### EXERCISE INPUT:
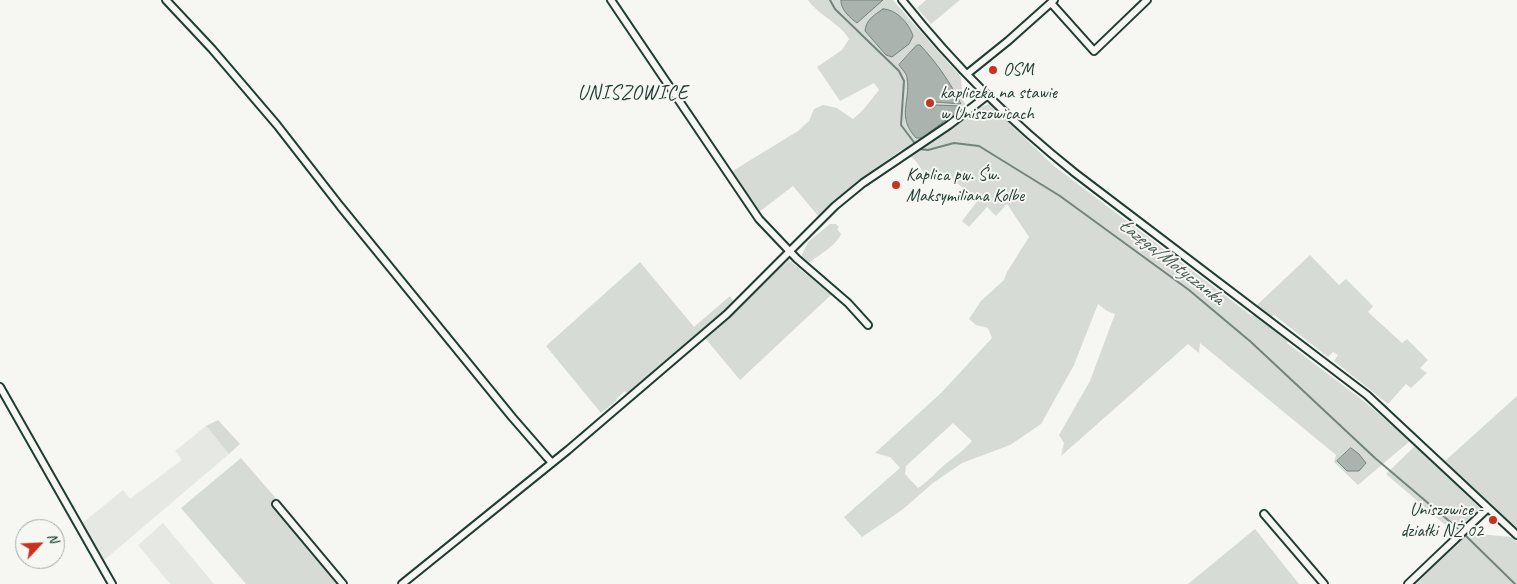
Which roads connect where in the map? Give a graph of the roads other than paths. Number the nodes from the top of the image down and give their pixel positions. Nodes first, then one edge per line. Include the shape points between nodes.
1 (166, 0) edge
2 (611, 0) edge
3 (902, 0) edge
4 (1147, 0) edge
5 (1053, 2) edge
6 (967, 74) junction
7 (988, 95) junction
8 (791, 251) junction
9 (868, 326) dead end
10 (0, 387) edge
11 (552, 463) junction
12 (276, 504) dead end
13 (1488, 508) junction
14 (1264, 514) dead end
15 (1517, 535) edge
16 (112, 584) edge
17 (343, 584) edge
18 (402, 584) edge
19 (1324, 584) edge
20 (1408, 584) edge

1 - 11 street via 277,125
2 - 8 street via 759,219
3 - 6 street
4 - 5 street via 1094,51
5 - 6 street
6 - 7 street
7 - 8 street via 856,189
7 - 13 street via 1064,164 1367,395
8 - 9 street via 848,303
8 - 11 street via 727,314
10 - 16 street
11 - 18 street
12 - 17 street
13 - 15 street
13 - 20 street
14 - 19 street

### TASK ITEM:
Write out the records above exactly as they stand, leaving out every picture.

### REPLY:
Which roads connect where in the map? Give a graph of the roads other than paths. Number the nodes from the top of the image down and give their pixel positions. Nodes first, then one edge per line. Include the shape points between nodes.
1 (166, 0) edge
2 (611, 0) edge
3 (902, 0) edge
4 (1147, 0) edge
5 (1053, 2) edge
6 (967, 74) junction
7 (988, 95) junction
8 (791, 251) junction
9 (868, 326) dead end
10 (0, 387) edge
11 (552, 463) junction
12 (276, 504) dead end
13 (1488, 508) junction
14 (1264, 514) dead end
15 (1517, 535) edge
16 (112, 584) edge
17 (343, 584) edge
18 (402, 584) edge
19 (1324, 584) edge
20 (1408, 584) edge

1 - 11 street via 277,125
2 - 8 street via 759,219
3 - 6 street
4 - 5 street via 1094,51
5 - 6 street
6 - 7 street
7 - 8 street via 856,189
7 - 13 street via 1064,164 1367,395
8 - 9 street via 848,303
8 - 11 street via 727,314
10 - 16 street
11 - 18 street
12 - 17 street
13 - 15 street
13 - 20 street
14 - 19 street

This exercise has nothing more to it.